◆ **Task description**
Exactly how many lines in this data contain the word "ถนนส"? Only the number should be given.

○ ○ ○ ○ ○

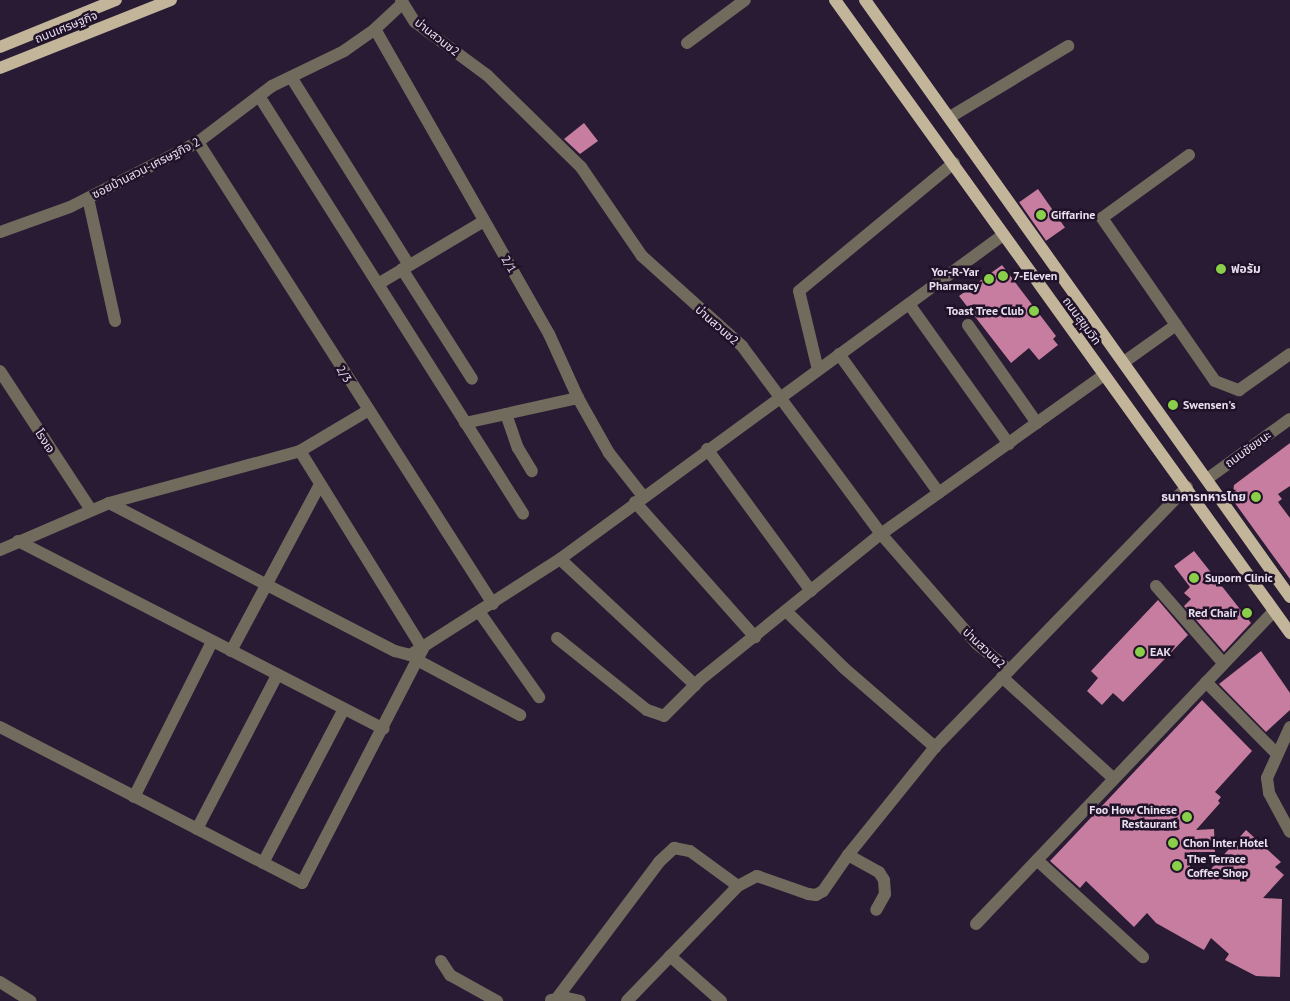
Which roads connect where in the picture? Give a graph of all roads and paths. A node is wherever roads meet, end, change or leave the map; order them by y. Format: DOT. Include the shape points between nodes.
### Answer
graph roads {
  1 [pos="116,0"];
  2 [pos="171,0"];
  3 [pos="745,0"];
  4 [pos="835,0"];
  5 [pos="865,0"];
  6 [pos="402,2"];
  7 [pos="376,30"];
  8 [pos="687,43"];
  9 [pos="1068,46"];
  10 [pos="0,47"];
  11 [pos="0,68"];
  12 [pos="291,76"];
  13 [pos="259,96"];
  14 [pos="950,117"];
  15 [pos="198,142"];
  16 [pos="1189,155"];
  17 [pos="954,163"];
  18 [pos="88,198"];
  19 [pos="484,221"];
  20 [pos="0,232"];
  21 [pos="1003,235"];
  22 [pos="405,267"];
  23 [pos="378,284"];
  24 [pos="909,304"];
  25 [pos="115,321"];
  26 [pos="968,325"];
  27 [pos="1176,325"];
  28 [pos="839,354"];
  29 [pos="1290,354"];
  30 [pos="1124,362"];
  31 [pos="818,370"];
  32 [pos="0,371"];
  33 [pos="1104,375"];
  34 [pos="472,379"];
  35 [pos="780,396"];
  36 [pos="578,398"];
  37 [pos="367,411"];
  38 [pos="506,414"];
  39 [pos="1290,419"];
  40 [pos="465,423"];
  41 [pos="1037,423"];
  42 [pos="1009,444"];
  43 [pos="707,449"];
  44 [pos="300,451"];
  45 [pos="532,471"];
  46 [pos="1207,479"];
  47 [pos="320,484"];
  48 [pos="1187,487"];
  49 [pos="939,493"];
  50 [pos="639,499"];
  51 [pos="109,503"];
  52 [pos="90,510"];
  53 [pos="522,514"];
  54 [pos="881,534"];
  55 [pos="18,541"];
  56 [pos="0,550"];
  57 [pos="560,559"];
  58 [pos="266,584"];
  59 [pos="1156,586"];
  60 [pos="811,591"];
  61 [pos="1290,597"];
  62 [pos="493,604"];
  63 [pos="1274,610"];
  64 [pos="786,611"];
  65 [pos="480,613"];
  66 [pos="1290,633"];
  67 [pos="755,637"];
  68 [pos="557,638"];
  69 [pos="212,642"];
  70 [pos="232,651"];
  71 [pos="420,655"];
  72 [pos="1224,664"];
  73 [pos="1005,674"];
  74 [pos="277,675"];
  75 [pos="1206,682"];
  76 [pos="695,685"];
  77 [pos="539,697"];
  78 [pos="344,709"];
  79 [pos="520,715"];
  80 [pos="0,727"];
  81 [pos="1290,728"];
  82 [pos="384,729"];
  83 [pos="935,748"];
  84 [pos="1276,753"];
  85 [pos="1114,779"];
  86 [pos="134,797"];
  87 [pos="197,829"];
  88 [pos="1290,832"];
  89 [pos="848,855"];
  90 [pos="1037,860"];
  91 [pos="263,863"];
  92 [pos="738,886"];
  93 [pos="876,910"];
  94 [pos="976,924"];
  95 [pos="670,956"];
  96 [pos="1143,957"];
  97 [pos="441,961"];
  98 [pos="0,982"];
  99 [pos="553,1000"];
  100 [pos="30,1001"];
  101 [pos="497,1001"];
  102 [pos="580,1001"];
  103 [pos="627,1001"];
  104 [pos="721,1001"];
  1 -- 10 [label="main road, ถนนเศรษฐกิจ"];
  2 -- 11 [label="main road, ถนนเศรษฐกิจ"];
  3 -- 8 [label="street"];
  4 -- 17 [label="main road, ถนนสุขุมวิท"];
  5 -- 14 [label="main road, ถนนสุขุมวิท"];
  6 -- 7 [label="street, ซอยบ้านสวน-เศรษฐกิจ 2"];
  6 -- 35 [label="street, บ่านสวนซ2" via="416,22 486,75 581,167 642,256 742,346"];
  7 -- 12 [label="street, ซอยบ้านสวน-เศรษฐกิจ 2" via="344,51"];
  7 -- 19 [label="street, 2/1"];
  9 -- 14 [label="street"];
  12 -- 13 [label="street, ซอยบ้านสวน-เศรษฐกิจ 2"];
  12 -- 22 [label="street"];
  13 -- 15 [label="street, ซอยบ้านสวน-เศรษฐกิจ 2"];
  13 -- 23 [label="street"];
  14 -- 30 [label="main road, ถนนสุขุมวิท"];
  15 -- 18 [label="street, ซอยบ้านสวน-เศรษฐกิจ 2"];
  15 -- 37 [label="street, 2/3"];
  16 -- 27 [label="street" via="1102,218"];
  17 -- 21 [label="main road, ถนนสุขุมวิท"];
  17 -- 31 [label="street" via="799,291"];
  18 -- 20 [label="street, ซอยบ้านสวน-เศรษฐกิจ 2"];
  18 -- 25 [label="street"];
  19 -- 22 [label="street"];
  19 -- 36 [label="street, 2/1" via="549,334"];
  21 -- 24 [label="street"];
  21 -- 33 [label="main road, ถนนสุขุมวิท"];
  22 -- 23 [label="street"];
  22 -- 34 [label="street"];
  23 -- 40 [label="street"];
  24 -- 28 [label="street"];
  24 -- 42 [label="street"];
  26 -- 41 [label="street"];
  27 -- 29 [label="street" via="1215,381 1239,390"];
  27 -- 30 [label="street"];
  28 -- 31 [label="street"];
  28 -- 49 [label="street"];
  30 -- 46 [label="main road, ถนนสุขุมวิท"];
  31 -- 35 [label="street"];
  32 -- 52 [label="street, โรงเจ"];
  33 -- 41 [label="street"];
  33 -- 48 [label="main road, ถนนสุขุมวิท"];
  35 -- 43 [label="street"];
  35 -- 54 [label="street, บ่านสวนซ2"];
  36 -- 38 [label="street"];
  36 -- 50 [label="street, 2/1"];
  37 -- 44 [label="street"];
  37 -- 62 [label="street, 2/3"];
  38 -- 40 [label="street"];
  38 -- 45 [label="street" via="518,448"];
  39 -- 46 [label="street, ถนนชัยชนะ"];
  40 -- 53 [label="street"];
  41 -- 42 [label="street"];
  42 -- 49 [label="street"];
  43 -- 50 [label="street"];
  43 -- 60 [label="street"];
  44 -- 47 [label="street"];
  44 -- 51 [label="street"];
  46 -- 48 [label="main road"];
  46 -- 61 [label="main road, ถนนสุขุมวิท"];
  47 -- 58 [label="street"];
  47 -- 71 [label="street"];
  48 -- 63 [label="main road, ถนนสุขุมวิท"];
  48 -- 73 [label="street"];
  49 -- 54 [label="street"];
  50 -- 57 [label="street"];
  50 -- 67 [label="street, 2/1"];
  51 -- 52 [label="street"];
  51 -- 58 [label="street"];
  52 -- 55 [label="street"];
  54 -- 60 [label="street"];
  54 -- 73 [label="street, บ่านสวนซ2"];
  55 -- 56 [label="street"];
  55 -- 69 [label="street"];
  57 -- 62 [label="street"];
  57 -- 76 [label="street"];
  58 -- 70 [label="street"];
  58 -- 71 [label="street" via="395,652"];
  59 -- 72 [label="street"];
  60 -- 64 [label="street"];
  62 -- 65 [label="street"];
  63 -- 66 [label="main road, ถนนสุขุมวิท"];
  63 -- 72 [label="street"];
  64 -- 67 [label="street"];
  64 -- 83 [label="street" via="844,668"];
  65 -- 71 [label="street"];
  65 -- 77 [label="street"];
  67 -- 76 [label="street"];
  68 -- 76 [label="street" via="647,710 659,716 668,713"];
  69 -- 70 [label="street"];
  69 -- 86 [label="street"];
  70 -- 74 [label="street"];
  71 -- 79 [label="street"];
  71 -- 82 [label="street"];
  72 -- 75 [label="street"];
  73 -- 83 [label="street"];
  73 -- 85 [label="street, บ่านสวนซ2"];
  74 -- 78 [label="street"];
  74 -- 87 [label="street"];
  75 -- 84 [label="street"];
  75 -- 85 [label="street"];
  78 -- 82 [label="street"];
  78 -- 91 [label="street"];
  80 -- 86 [label="street"];
  81 -- 84 [label="street"];
  82 -- 91 [label="street" via="302,884"];
  83 -- 89 [label="street"];
  84 -- 88 [label="street" via="1267,778 1269,792"];
  85 -- 90 [label="street"];
  86 -- 87 [label="street"];
  87 -- 91 [label="street"];
  89 -- 92 [label="street" via="834,878 816,895 757,876"];
  89 -- 93 [label="street" via="879,872 884,880 885,894"];
  90 -- 94 [label="street"];
  90 -- 96 [label="street"];
  92 -- 95 [label="street"];
  92 -- 99 [label="street" via="690,851 674,848 658,862"];
  95 -- 103 [label="street"];
  95 -- 104 [label="street"];
  97 -- 101 [label="street" via="450,975"];
  98 -- 100 [label="street"];
  99 -- 102 [label="street"];
}
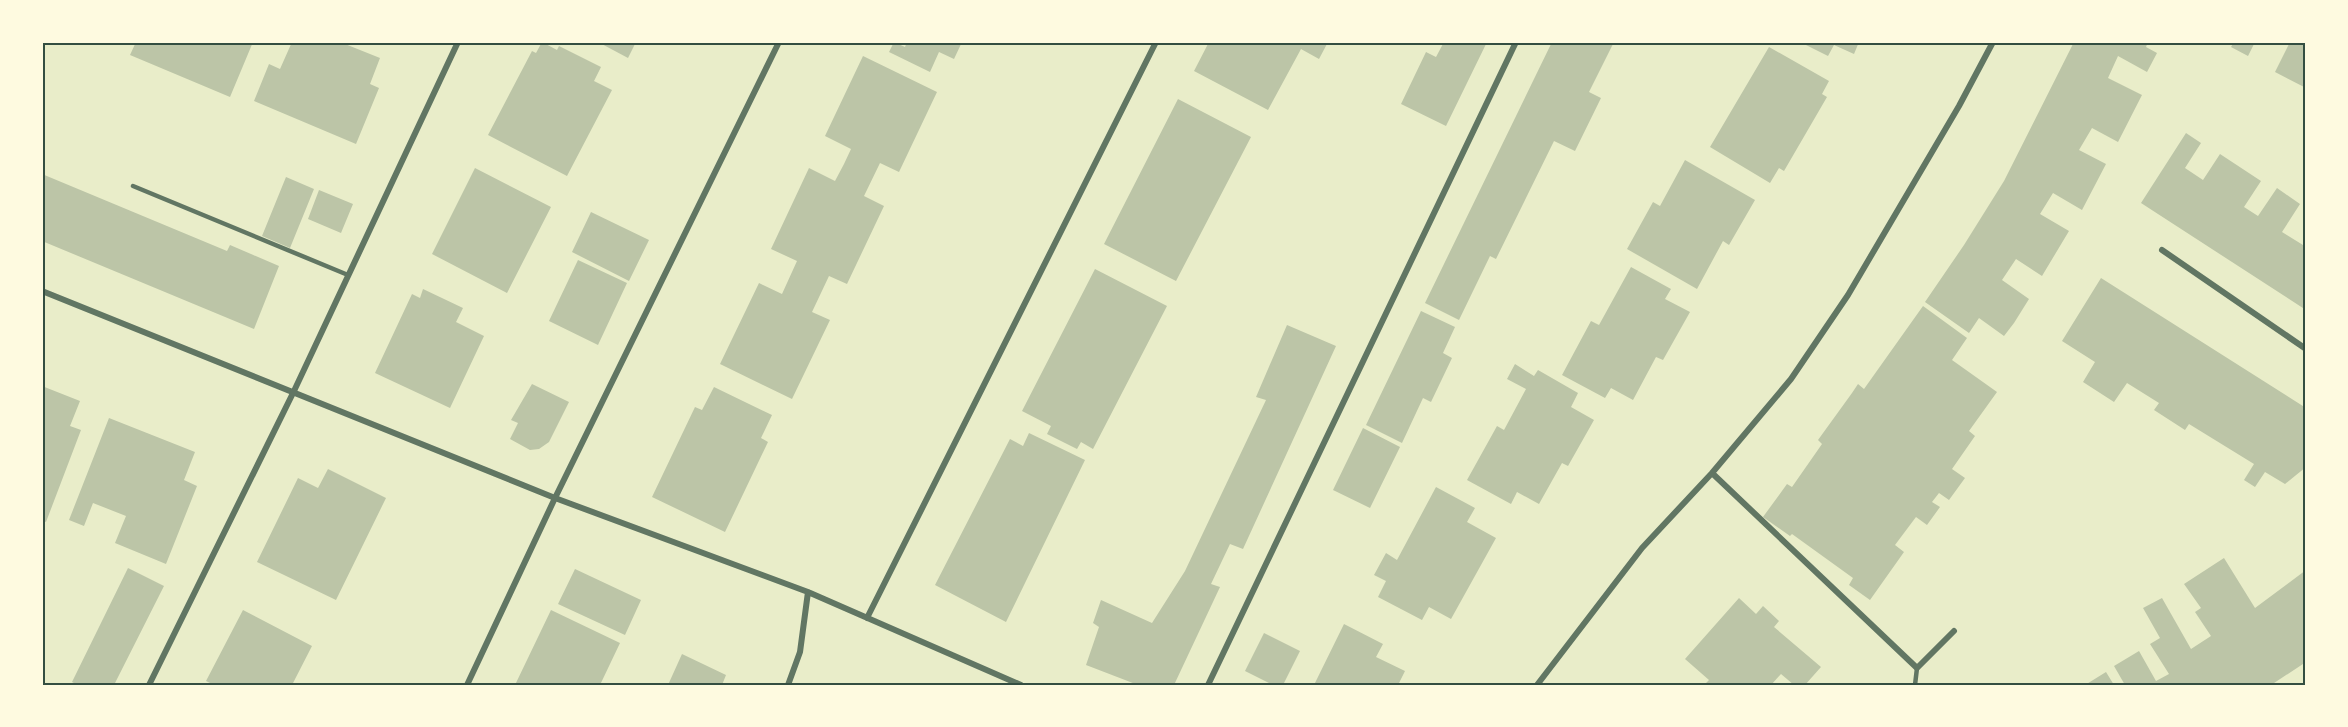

○ ○ ○ ○ ○

◆ **Finished exercise**
10